:: Extracted information
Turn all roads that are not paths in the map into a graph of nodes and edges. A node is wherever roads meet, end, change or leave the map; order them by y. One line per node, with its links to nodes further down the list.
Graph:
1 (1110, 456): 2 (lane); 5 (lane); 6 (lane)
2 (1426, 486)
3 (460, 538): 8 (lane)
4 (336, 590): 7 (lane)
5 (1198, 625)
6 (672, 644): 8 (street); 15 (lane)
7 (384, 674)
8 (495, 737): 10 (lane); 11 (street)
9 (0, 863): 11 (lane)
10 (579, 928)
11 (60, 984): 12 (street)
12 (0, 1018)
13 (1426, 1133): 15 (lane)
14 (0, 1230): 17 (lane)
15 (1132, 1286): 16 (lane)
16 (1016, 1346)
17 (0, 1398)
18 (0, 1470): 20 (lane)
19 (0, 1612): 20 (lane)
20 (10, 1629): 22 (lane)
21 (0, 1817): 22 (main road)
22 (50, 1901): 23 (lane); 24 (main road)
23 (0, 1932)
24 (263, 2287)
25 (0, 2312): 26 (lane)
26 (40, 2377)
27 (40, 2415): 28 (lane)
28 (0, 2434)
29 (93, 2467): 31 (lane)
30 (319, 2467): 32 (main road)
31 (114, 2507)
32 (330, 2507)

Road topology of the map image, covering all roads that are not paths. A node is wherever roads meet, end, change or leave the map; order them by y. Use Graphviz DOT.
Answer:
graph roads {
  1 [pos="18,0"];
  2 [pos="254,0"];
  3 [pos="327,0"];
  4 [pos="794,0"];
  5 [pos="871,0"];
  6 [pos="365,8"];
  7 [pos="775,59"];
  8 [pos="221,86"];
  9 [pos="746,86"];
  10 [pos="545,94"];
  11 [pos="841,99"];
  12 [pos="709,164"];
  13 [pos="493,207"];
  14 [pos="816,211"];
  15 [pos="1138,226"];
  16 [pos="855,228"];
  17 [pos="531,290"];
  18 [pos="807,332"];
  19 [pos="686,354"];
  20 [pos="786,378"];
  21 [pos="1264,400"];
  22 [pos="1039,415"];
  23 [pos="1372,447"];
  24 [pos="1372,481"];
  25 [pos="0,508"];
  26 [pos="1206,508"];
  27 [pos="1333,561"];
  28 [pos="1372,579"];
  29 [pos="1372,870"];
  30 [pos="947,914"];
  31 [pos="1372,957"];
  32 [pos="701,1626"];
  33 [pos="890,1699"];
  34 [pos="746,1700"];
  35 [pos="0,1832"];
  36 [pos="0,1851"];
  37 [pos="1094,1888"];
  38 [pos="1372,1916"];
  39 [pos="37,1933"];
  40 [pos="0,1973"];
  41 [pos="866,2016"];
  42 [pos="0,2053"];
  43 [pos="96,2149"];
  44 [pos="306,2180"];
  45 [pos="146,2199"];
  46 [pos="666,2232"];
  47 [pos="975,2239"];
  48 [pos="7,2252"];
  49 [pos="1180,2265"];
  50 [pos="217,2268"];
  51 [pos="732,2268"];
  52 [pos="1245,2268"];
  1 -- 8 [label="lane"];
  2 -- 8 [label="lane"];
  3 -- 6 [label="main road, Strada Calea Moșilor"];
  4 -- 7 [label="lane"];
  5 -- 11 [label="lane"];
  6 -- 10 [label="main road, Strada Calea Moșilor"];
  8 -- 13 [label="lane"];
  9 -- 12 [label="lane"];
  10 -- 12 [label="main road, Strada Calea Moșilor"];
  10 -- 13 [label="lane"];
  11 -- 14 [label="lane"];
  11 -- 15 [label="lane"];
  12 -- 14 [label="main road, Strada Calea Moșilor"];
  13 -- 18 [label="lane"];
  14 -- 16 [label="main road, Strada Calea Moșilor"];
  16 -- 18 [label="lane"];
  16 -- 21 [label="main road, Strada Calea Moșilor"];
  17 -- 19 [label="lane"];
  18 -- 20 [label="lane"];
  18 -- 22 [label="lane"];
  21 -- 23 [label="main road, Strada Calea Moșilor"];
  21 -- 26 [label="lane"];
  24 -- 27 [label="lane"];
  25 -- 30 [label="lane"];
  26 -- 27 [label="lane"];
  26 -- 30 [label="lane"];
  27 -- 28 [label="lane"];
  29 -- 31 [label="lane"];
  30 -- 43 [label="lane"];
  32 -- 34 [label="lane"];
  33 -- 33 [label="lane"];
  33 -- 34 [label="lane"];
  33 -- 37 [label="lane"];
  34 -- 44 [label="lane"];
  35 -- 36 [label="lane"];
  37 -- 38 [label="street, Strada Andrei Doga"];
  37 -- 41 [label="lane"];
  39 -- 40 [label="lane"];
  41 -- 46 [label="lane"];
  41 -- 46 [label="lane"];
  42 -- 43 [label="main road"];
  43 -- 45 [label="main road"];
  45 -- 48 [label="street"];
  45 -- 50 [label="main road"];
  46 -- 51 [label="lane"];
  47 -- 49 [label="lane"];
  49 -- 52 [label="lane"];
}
::::
> Assignment: Copy each line of the data above exactly as it appears.

> Expected output:
Turn all roads that are not paths in the map into a graph of nodes and edges. A node is wherever roads meet, end, change or leave the map; order them by y. One line per node, with its links to nodes further down the list.
Graph:
1 (1110, 456): 2 (lane); 5 (lane); 6 (lane)
2 (1426, 486)
3 (460, 538): 8 (lane)
4 (336, 590): 7 (lane)
5 (1198, 625)
6 (672, 644): 8 (street); 15 (lane)
7 (384, 674)
8 (495, 737): 10 (lane); 11 (street)
9 (0, 863): 11 (lane)
10 (579, 928)
11 (60, 984): 12 (street)
12 (0, 1018)
13 (1426, 1133): 15 (lane)
14 (0, 1230): 17 (lane)
15 (1132, 1286): 16 (lane)
16 (1016, 1346)
17 (0, 1398)
18 (0, 1470): 20 (lane)
19 (0, 1612): 20 (lane)
20 (10, 1629): 22 (lane)
21 (0, 1817): 22 (main road)
22 (50, 1901): 23 (lane); 24 (main road)
23 (0, 1932)
24 (263, 2287)
25 (0, 2312): 26 (lane)
26 (40, 2377)
27 (40, 2415): 28 (lane)
28 (0, 2434)
29 (93, 2467): 31 (lane)
30 (319, 2467): 32 (main road)
31 (114, 2507)
32 (330, 2507)

Road topology of the map image, covering all roads that are not paths. A node is wherever roads meet, end, change or leave the map; order them by y. Use Graphviz DOT.
Answer:
graph roads {
  1 [pos="18,0"];
  2 [pos="254,0"];
  3 [pos="327,0"];
  4 [pos="794,0"];
  5 [pos="871,0"];
  6 [pos="365,8"];
  7 [pos="775,59"];
  8 [pos="221,86"];
  9 [pos="746,86"];
  10 [pos="545,94"];
  11 [pos="841,99"];
  12 [pos="709,164"];
  13 [pos="493,207"];
  14 [pos="816,211"];
  15 [pos="1138,226"];
  16 [pos="855,228"];
  17 [pos="531,290"];
  18 [pos="807,332"];
  19 [pos="686,354"];
  20 [pos="786,378"];
  21 [pos="1264,400"];
  22 [pos="1039,415"];
  23 [pos="1372,447"];
  24 [pos="1372,481"];
  25 [pos="0,508"];
  26 [pos="1206,508"];
  27 [pos="1333,561"];
  28 [pos="1372,579"];
  29 [pos="1372,870"];
  30 [pos="947,914"];
  31 [pos="1372,957"];
  32 [pos="701,1626"];
  33 [pos="890,1699"];
  34 [pos="746,1700"];
  35 [pos="0,1832"];
  36 [pos="0,1851"];
  37 [pos="1094,1888"];
  38 [pos="1372,1916"];
  39 [pos="37,1933"];
  40 [pos="0,1973"];
  41 [pos="866,2016"];
  42 [pos="0,2053"];
  43 [pos="96,2149"];
  44 [pos="306,2180"];
  45 [pos="146,2199"];
  46 [pos="666,2232"];
  47 [pos="975,2239"];
  48 [pos="7,2252"];
  49 [pos="1180,2265"];
  50 [pos="217,2268"];
  51 [pos="732,2268"];
  52 [pos="1245,2268"];
  1 -- 8 [label="lane"];
  2 -- 8 [label="lane"];
  3 -- 6 [label="main road, Strada Calea Moșilor"];
  4 -- 7 [label="lane"];
  5 -- 11 [label="lane"];
  6 -- 10 [label="main road, Strada Calea Moșilor"];
  8 -- 13 [label="lane"];
  9 -- 12 [label="lane"];
  10 -- 12 [label="main road, Strada Calea Moșilor"];
  10 -- 13 [label="lane"];
  11 -- 14 [label="lane"];
  11 -- 15 [label="lane"];
  12 -- 14 [label="main road, Strada Calea Moșilor"];
  13 -- 18 [label="lane"];
  14 -- 16 [label="main road, Strada Calea Moșilor"];
  16 -- 18 [label="lane"];
  16 -- 21 [label="main road, Strada Calea Moșilor"];
  17 -- 19 [label="lane"];
  18 -- 20 [label="lane"];
  18 -- 22 [label="lane"];
  21 -- 23 [label="main road, Strada Calea Moșilor"];
  21 -- 26 [label="lane"];
  24 -- 27 [label="lane"];
  25 -- 30 [label="lane"];
  26 -- 27 [label="lane"];
  26 -- 30 [label="lane"];
  27 -- 28 [label="lane"];
  29 -- 31 [label="lane"];
  30 -- 43 [label="lane"];
  32 -- 34 [label="lane"];
  33 -- 33 [label="lane"];
  33 -- 34 [label="lane"];
  33 -- 37 [label="lane"];
  34 -- 44 [label="lane"];
  35 -- 36 [label="lane"];
  37 -- 38 [label="street, Strada Andrei Doga"];
  37 -- 41 [label="lane"];
  39 -- 40 [label="lane"];
  41 -- 46 [label="lane"];
  41 -- 46 [label="lane"];
  42 -- 43 [label="main road"];
  43 -- 45 [label="main road"];
  45 -- 48 [label="street"];
  45 -- 50 [label="main road"];
  46 -- 51 [label="lane"];
  47 -- 49 [label="lane"];
  49 -- 52 [label="lane"];
}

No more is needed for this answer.